→ **What to work on**:
Using the data below, return every line that holds the word "html".
━━━━━ Material shown ━━━━━
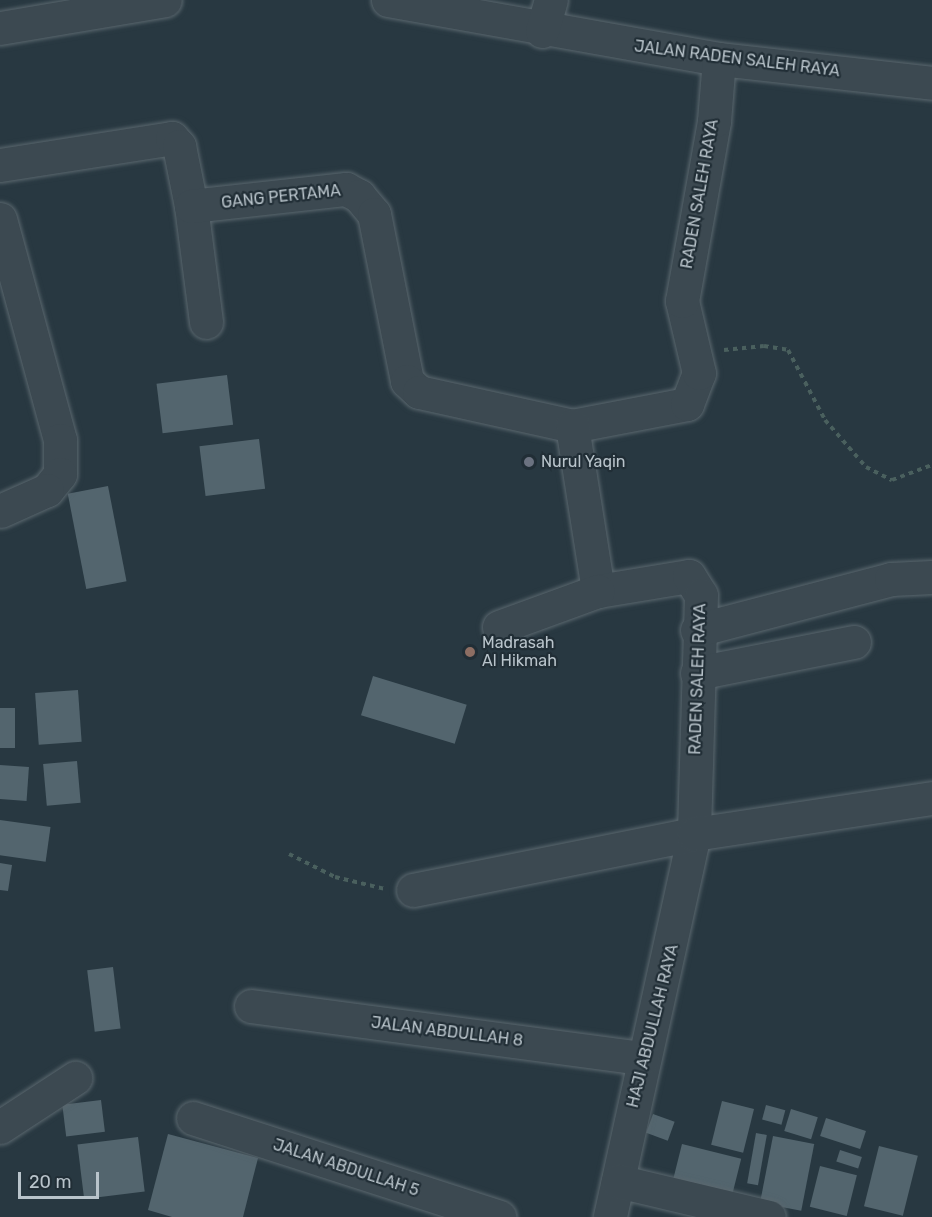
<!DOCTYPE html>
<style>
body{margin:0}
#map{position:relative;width:932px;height:1217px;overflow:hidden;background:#283841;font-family:Rubik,sans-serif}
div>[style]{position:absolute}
.building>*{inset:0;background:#53656e;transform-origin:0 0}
.path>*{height:4px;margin-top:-2px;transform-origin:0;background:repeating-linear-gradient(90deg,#4a605e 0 4.5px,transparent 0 9px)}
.roads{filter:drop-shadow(0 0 2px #5a676e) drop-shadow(0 0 2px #5a676e)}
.minor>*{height:33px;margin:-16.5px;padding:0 16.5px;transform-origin:16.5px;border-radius:16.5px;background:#3c4951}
.dots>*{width:16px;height:16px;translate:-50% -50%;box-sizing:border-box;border:3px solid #212e36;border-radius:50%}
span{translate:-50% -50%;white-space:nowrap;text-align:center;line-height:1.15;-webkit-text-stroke:4.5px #212e36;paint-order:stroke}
.street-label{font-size:16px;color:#b9c4cb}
.poi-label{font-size:16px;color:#b9c4cb}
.left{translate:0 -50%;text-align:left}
.scale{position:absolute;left:18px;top:1172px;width:81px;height:27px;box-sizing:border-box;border:3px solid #b9c4cb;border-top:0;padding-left:8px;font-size:18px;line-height:21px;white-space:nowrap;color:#b9c4cb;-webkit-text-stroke:4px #212e36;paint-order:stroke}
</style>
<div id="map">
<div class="building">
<i style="left:227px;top:375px;width:50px;height:71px;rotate:83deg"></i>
<i style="left:259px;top:439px;width:50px;height:60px;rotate:83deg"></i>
<i style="left:108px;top:486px;width:97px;height:41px;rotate:79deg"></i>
<i style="left:373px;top:676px;width:98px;height:41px;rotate:17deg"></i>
<i style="left:78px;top:690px;width:52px;height:43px;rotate:86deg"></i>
<i style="left:0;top:708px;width:15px;height:40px"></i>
<i style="left:77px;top:761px;width:42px;height:34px;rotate:85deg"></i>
<i style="left:0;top:765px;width:29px;height:34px;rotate:4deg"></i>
<i style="left:0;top:820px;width:51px;height:35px;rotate:8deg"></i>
<i style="clip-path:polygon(0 863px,12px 865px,8px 891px,0 890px)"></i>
<i style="left:113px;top:967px;width:62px;height:26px;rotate:83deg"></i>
<i style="left:101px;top:1100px;width:32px;height:39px;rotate:83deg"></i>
<i style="left:722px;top:1101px;width:33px;height:45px;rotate:14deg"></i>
<i style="left:766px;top:1105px;width:20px;height:15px;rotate:15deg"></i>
<i style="left:791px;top:1109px;width:28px;height:23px;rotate:17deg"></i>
<i style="left:653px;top:1114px;width:23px;height:20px;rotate:20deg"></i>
<i style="left:826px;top:1118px;width:42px;height:19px;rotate:18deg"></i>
<i style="left:756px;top:1133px;width:11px;height:51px;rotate:10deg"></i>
<i style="clip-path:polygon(168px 1134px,258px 1158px,243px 1217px,172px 1217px,148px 1210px)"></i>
<i style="left:773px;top:1136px;width:42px;height:68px;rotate:11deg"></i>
<i style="left:138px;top:1137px;width:55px;height:61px;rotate:83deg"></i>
<i style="left:682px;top:1144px;width:61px;height:41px;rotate:14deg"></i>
<i style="left:879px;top:1146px;width:40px;height:62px;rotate:14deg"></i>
<i style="left:840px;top:1150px;width:23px;height:12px;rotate:18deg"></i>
<i style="left:820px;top:1166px;width:38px;height:42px;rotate:14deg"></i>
</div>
<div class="path">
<i style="left:724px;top:350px;width:40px;rotate:-5.7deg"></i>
<i style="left:764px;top:346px;width:24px;rotate:9deg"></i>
<i style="left:788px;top:350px;width:79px;rotate:62.1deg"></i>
<i style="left:825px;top:420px;width:62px;rotate:48.9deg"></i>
<i style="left:866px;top:467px;width:29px;rotate:27deg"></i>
<i style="left:892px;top:480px;width:43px;rotate:-20.6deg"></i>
<i style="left:289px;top:854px;width:51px;rotate:26.6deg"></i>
<i style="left:335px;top:877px;width:51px;rotate:13.5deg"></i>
</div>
<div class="roads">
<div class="minor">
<i style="left:388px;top:0;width:336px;rotate:10.1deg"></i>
<i style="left:719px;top:59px;width:214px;rotate:6.4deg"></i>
<i style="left:0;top:28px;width:167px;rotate:-9.6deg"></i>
<i style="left:542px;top:31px;width:32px;rotate:-74deg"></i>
<i style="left:0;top:165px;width:174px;rotate:-8.9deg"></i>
<i style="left:172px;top:138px;width:11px;rotate:49deg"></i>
<i style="left:179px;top:146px;width:61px;rotate:78.7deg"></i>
<i style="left:191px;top:206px;width:117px;rotate:82.6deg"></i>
<i style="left:191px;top:206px;width:156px;rotate:-6.3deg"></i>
<i style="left:346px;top:189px;width:15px;rotate:28deg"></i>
<i style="left:359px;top:196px;width:23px;rotate:50deg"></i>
<i style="left:374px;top:214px;width:170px;rotate:78.8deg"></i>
<i style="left:407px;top:381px;width:16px;rotate:43deg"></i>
<i style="left:419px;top:392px;width:157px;rotate:12.5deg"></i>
<i style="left:572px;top:426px;width:117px;rotate:-10.8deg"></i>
<i style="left:687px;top:404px;width:33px;rotate:-69deg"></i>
<i style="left:699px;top:373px;width:74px;rotate:-103.3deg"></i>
<i style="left:682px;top:301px;width:183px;rotate:-79.9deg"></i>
<i style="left:714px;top:121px;width:62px;rotate:-85.4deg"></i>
<i style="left:0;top:219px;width:229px;rotate:74.8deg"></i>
<i style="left:60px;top:440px;width:34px;rotate:90deg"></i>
<i style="left:60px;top:474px;width:21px;rotate:129deg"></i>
<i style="left:47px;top:490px;width:51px;rotate:155.9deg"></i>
<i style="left:572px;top:426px;width:167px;rotate:81deg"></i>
<i style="left:598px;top:591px;width:92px;rotate:-9.4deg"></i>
<i style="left:689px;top:576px;width:22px;rotate:58deg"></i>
<i style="left:701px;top:595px;width:239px;rotate:91.7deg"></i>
<i style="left:694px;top:834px;width:392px;rotate:102.4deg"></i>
<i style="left:499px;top:627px;width:105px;rotate:-20deg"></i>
<i style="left:697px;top:630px;width:201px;rotate:-14.7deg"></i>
<i style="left:891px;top:579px;width:41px;rotate:-2.8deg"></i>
<i style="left:697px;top:673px;width:160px;rotate:-11.2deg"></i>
<i style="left:413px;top:890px;width:287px;rotate:-11.3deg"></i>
<i style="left:694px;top:834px;width:241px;rotate:-8.6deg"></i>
<i style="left:251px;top:1006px;width:395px;rotate:7.6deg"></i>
<i style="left:193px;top:1118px;width:322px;rotate:17.9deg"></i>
<i style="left:0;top:1127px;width:90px;rotate:-33.2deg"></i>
<i style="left:618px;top:1181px;width:155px;rotate:13.4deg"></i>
</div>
</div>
<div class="dots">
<i style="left:529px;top:462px;background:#6b7280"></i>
<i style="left:470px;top:652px;background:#8d6e63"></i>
</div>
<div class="street-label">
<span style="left:737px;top:59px;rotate:7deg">JALAN RADEN SALEH RAYA</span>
<span style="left:700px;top:194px;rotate:-80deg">RADEN SALEH RAYA</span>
<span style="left:281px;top:197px;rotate:-6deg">GANG PERTAMA</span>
<span style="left:698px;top:679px;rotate:-88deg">RADEN SALEH RAYA</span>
<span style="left:653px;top:1026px;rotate:-76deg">HAJI ABDULLAH RAYA</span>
<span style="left:447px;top:1032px;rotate:7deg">JALAN ABDULLAH 8</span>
<span style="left:346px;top:1168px;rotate:18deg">JALAN ABDULLAH 5</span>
</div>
<div class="poi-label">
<span class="left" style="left:541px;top:462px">Nurul Yaqin</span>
<span class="left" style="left:482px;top:652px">Madrasah<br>Al Hikmah</span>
</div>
<div class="scale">20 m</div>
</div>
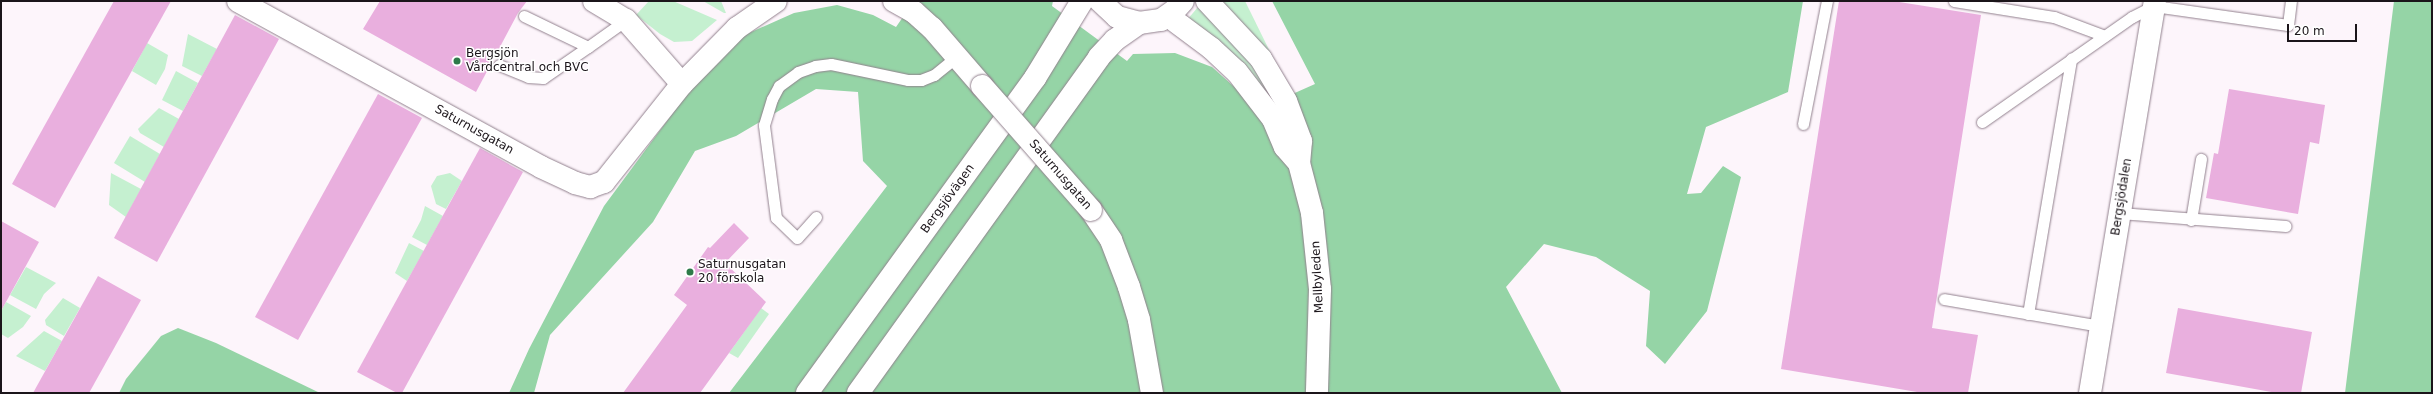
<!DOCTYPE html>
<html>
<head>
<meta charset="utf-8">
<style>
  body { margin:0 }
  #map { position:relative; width:2433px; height:394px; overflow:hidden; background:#fdf5fb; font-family:"DejaVu Sans",sans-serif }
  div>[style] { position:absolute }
  .green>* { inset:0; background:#c5f0d0 }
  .forest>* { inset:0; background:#95d4a6 }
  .building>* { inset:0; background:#e9afde }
  .roads { filter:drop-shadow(0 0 1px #92818e) drop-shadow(0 0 1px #92818e) }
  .lane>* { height:11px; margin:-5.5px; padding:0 5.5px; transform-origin:5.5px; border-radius:5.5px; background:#fff }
  .street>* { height:22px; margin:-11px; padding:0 11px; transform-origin:11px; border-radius:11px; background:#fff }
  .secondary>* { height:22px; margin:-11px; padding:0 11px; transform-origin:11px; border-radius:11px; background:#fff }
  .bridges { filter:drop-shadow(0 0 1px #92818e) drop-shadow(0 0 1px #92818e) }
  .street-bridge>* { height:22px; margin:-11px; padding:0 11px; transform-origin:11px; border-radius:11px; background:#fff }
  .dots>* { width:11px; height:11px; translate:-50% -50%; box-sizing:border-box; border:2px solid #fff; border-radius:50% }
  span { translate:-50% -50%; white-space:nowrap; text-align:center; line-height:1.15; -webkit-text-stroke:3px #fff; paint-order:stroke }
  .poi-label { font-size:12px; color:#1b151a }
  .left { translate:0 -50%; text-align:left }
  .street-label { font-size:12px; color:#1b151a }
  .frame { position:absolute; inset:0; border:2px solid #1b151a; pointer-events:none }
  .scale { position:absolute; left:2287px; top:24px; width:70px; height:18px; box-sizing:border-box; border:2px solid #1b151a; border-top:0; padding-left:5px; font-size:12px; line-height:14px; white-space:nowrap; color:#1b151a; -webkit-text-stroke:3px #fff; paint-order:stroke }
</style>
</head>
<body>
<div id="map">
  <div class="green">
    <div style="clip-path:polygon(649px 1px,673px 1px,717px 20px,692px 41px,674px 42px,660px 34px,636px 15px)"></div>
    <div style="clip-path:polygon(703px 1px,721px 1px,726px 13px,724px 13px)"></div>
    <div style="clip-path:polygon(1217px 1px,1245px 1px,1280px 72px)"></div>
    <div style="clip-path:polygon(1198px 7px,1244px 50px,1266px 82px,1285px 122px,1187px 20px)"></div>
    <div style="clip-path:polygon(188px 34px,217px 49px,202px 76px,182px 66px)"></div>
    <div style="clip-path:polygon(147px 43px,168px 55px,165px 69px,156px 85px,132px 71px)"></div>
    <div style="clip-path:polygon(176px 71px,198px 83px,183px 111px,162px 100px)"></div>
    <div style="clip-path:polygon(159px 108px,179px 119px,164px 147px,140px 133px,138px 129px)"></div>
    <div style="clip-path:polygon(130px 136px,160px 154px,145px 182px,114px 163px)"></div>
    <div style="clip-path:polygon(111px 173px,141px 189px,126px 217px,109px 205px)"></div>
    <div style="clip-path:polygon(450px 173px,462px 181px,446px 209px,436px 204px,431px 186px,437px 176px)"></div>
    <div style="clip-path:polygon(425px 206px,443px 216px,427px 245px,412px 237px,421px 220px)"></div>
    <div style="clip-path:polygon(409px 243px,424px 251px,407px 281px,395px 273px)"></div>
    <div style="clip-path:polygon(26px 267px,56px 283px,44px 294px,36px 309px,10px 295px)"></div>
    <div style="clip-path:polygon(63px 298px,80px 308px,64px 336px,46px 325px,45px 320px)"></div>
    <div style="clip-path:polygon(6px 302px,31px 316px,23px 327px,8px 338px,1px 334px,1px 311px)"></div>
    <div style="clip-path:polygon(761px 308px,769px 314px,738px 358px,729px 353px)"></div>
    <div style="clip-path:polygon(44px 331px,62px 341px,45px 371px,16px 356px)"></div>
  </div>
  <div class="forest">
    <div style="clip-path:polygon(914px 1px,1053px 1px,1052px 6px,1127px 61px,1133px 54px,1175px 53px,1212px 67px,1259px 109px,1315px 84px,1272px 1px,1803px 1px,1788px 92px,1706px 127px,1687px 194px,1701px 193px,1723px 166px,1741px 177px,1707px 311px,1665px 364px,1646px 346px,1650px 291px,1596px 257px,1544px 244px,1506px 287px,1562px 393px,729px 393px,887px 186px,863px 161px,858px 92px,816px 89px,736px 136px,695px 151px,653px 222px,550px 335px,534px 393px,509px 393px,529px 349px,604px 206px,695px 83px,740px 37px,794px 13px,837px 5px,873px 15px,896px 27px)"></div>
    <div style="clip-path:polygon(2394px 1px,2432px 1px,2432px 393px,2345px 393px)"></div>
    <div style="clip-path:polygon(178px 328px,216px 343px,320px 393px,119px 393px,126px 379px,161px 336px)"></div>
  </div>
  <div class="building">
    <div style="clip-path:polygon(114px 1px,171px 1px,55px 208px,12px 184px)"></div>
    <div style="clip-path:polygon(380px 1px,527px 1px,518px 13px,476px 92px,363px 29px)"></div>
    <div style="clip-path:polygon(1839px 1px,1893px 1px,1981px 15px,1932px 328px,1978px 335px,1968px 393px,1923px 393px,1781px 369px)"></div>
    <div style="clip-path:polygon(235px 15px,279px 39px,157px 262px,114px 238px)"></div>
    <div style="clip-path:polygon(2229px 89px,2325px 105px,2319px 144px,2310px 142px,2298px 214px,2206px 198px,2214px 153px,2218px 154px)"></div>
    <div style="clip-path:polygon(378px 94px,422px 118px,298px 340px,255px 317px)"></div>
    <div style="clip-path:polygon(480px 148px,523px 172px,402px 393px,397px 393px,357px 372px)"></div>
    <div style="clip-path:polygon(1px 221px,39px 242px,1px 311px)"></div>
    <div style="clip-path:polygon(734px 223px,749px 238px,725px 263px,766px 302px,700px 393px,623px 393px,687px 305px,674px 295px,708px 247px,710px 248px)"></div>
    <div style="clip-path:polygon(98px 276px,141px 300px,89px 393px,33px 393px)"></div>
    <div style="clip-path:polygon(2178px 308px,2312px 332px,2301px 393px,2277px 393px,2166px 373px)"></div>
  </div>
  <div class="roads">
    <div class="lane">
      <div style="left:1954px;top:1px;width:101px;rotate:9.1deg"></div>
      <div style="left:2054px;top:17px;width:54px;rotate:20.4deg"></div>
      <div style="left:524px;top:16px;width:71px;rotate:25.8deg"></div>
      <div style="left:588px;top:47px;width:47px;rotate:-35.4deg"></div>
      <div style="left:499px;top:65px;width:31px;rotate:22deg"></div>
      <div style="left:528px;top:77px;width:15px;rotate:4deg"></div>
      <div style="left:543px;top:78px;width:55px;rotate:-34.6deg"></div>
      <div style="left:1982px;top:122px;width:183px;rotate:-35deg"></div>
      <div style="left:2132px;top:17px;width:25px;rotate:-27deg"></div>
      <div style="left:2154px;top:6px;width:135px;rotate:8.1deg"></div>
      <div style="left:2288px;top:25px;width:24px;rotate:-83deg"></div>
      <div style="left:1803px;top:124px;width:125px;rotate:-79deg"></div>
      <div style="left:2120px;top:213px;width:166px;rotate:4.5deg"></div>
      <div style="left:816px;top:217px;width:28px;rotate:132deg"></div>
      <div style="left:797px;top:238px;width:29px;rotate:-136deg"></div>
      <div style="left:776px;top:218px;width:94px;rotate:-97.4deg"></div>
      <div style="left:764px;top:125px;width:27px;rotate:-73deg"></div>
      <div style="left:772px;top:99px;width:15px;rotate:-62deg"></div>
      <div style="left:779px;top:86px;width:24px;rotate:-36deg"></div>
      <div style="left:798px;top:72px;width:18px;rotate:-19deg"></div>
      <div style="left:815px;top:66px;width:16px;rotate:-7deg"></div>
      <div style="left:831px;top:64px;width:79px;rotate:11.7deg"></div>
      <div style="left:908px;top:80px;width:13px"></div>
      <div style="left:921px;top:80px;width:14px;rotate:-21deg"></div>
      <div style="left:934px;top:75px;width:28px;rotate:-39deg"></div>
      <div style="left:2191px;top:220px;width:62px;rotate:-80.7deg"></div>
      <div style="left:1944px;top:299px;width:159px;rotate:9.8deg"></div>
      <div style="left:2028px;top:314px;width:259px;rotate:-80.4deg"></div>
    </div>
    <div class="street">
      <div style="left:238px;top:1px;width:345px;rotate:28.7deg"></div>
      <div style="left:541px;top:167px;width:38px;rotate:25deg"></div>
      <div style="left:575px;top:183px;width:16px;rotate:15deg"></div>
      <div style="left:590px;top:187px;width:15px;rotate:-20deg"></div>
      <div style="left:604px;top:182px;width:125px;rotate:-51.5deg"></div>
      <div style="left:682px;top:84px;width:78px;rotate:-45.5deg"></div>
      <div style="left:737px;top:28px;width:47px;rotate:-34.7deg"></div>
      <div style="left:594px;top:1px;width:37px;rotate:31deg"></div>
      <div style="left:626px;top:20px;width:85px;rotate:48.8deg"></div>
      <div style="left:894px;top:1px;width:23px;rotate:29deg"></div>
      <div style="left:914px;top:12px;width:24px;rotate:42deg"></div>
      <div style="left:932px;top:28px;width:77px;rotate:49.2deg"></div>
      <div style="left:1091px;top:210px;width:36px;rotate:56deg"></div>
      <div style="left:1111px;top:240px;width:50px;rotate:69deg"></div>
      <div style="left:1129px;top:287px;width:34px;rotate:73deg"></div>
      <div style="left:1139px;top:320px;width:74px;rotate:79.9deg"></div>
      <div style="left:2090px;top:393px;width:397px;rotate:-80.6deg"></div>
    </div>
    <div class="secondary">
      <div style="left:1100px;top:1px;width:23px;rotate:43deg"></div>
      <div style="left:1117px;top:17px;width:23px;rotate:15deg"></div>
      <div style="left:1139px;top:23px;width:22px;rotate:-8deg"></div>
      <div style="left:1161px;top:20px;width:16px;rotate:-35deg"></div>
      <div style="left:1174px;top:11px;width:13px;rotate:-48deg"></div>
      <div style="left:1207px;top:1px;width:79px;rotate:47deg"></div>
      <div style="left:1261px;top:59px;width:49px;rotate:59.2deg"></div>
      <div style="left:1286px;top:101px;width:43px;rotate:69.4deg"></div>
      <div style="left:1301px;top:141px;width:22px;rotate:95deg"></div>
      <div style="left:1299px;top:163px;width:52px;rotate:75.4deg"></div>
      <div style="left:1312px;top:213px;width:76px;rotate:84deg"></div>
      <div style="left:1320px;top:289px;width:104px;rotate:91.7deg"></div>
      <div style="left:1168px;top:16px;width:54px;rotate:36.7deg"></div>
      <div style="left:1211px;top:48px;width:35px;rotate:43deg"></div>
      <div style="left:1237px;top:72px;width:59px;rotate:52.5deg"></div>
      <div style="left:1273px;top:119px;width:30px;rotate:67deg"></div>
      <div style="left:1285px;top:147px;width:21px;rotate:49deg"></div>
      <div style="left:807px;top:393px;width:389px;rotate:-54.1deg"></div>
      <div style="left:1035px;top:78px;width:90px;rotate:-58.6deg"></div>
      <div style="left:858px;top:393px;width:413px;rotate:-54.3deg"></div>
      <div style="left:1099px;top:57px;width:23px;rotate:-47deg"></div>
      <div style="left:1115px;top:40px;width:29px;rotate:-35deg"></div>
    </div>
  </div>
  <div class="bridges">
    <div class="street-bridge">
      <div style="left:982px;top:86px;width:165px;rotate:48.7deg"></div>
    </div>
  </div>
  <div class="dots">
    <div style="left:457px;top:61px;background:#2e7a49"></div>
    <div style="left:690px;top:272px;background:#2e7a49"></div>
  </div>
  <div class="poi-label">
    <span class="left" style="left:466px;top:61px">Bergsjön<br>Vårdcentral och BVC</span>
    <span class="left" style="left:698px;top:272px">Saturnusgatan<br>20 förskola</span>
  </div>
  <div class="street-label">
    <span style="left:474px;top:130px;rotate:29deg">Saturnusgatan</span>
    <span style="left:1060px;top:175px;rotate:49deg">Saturnusgatan</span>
    <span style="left:2122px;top:197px;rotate:-81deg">Bergsjödalen</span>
    <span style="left:948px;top:199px;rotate:-54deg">Bergsjövägen</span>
    <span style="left:1318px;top:277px;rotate:-93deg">Mellbyleden</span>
  </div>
  <div class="frame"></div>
  <div class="scale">20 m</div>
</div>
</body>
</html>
━━━━━
→ **Answer to the exercise**:
<!DOCTYPE html>
<!DOCTYPE html>
<html>
</html>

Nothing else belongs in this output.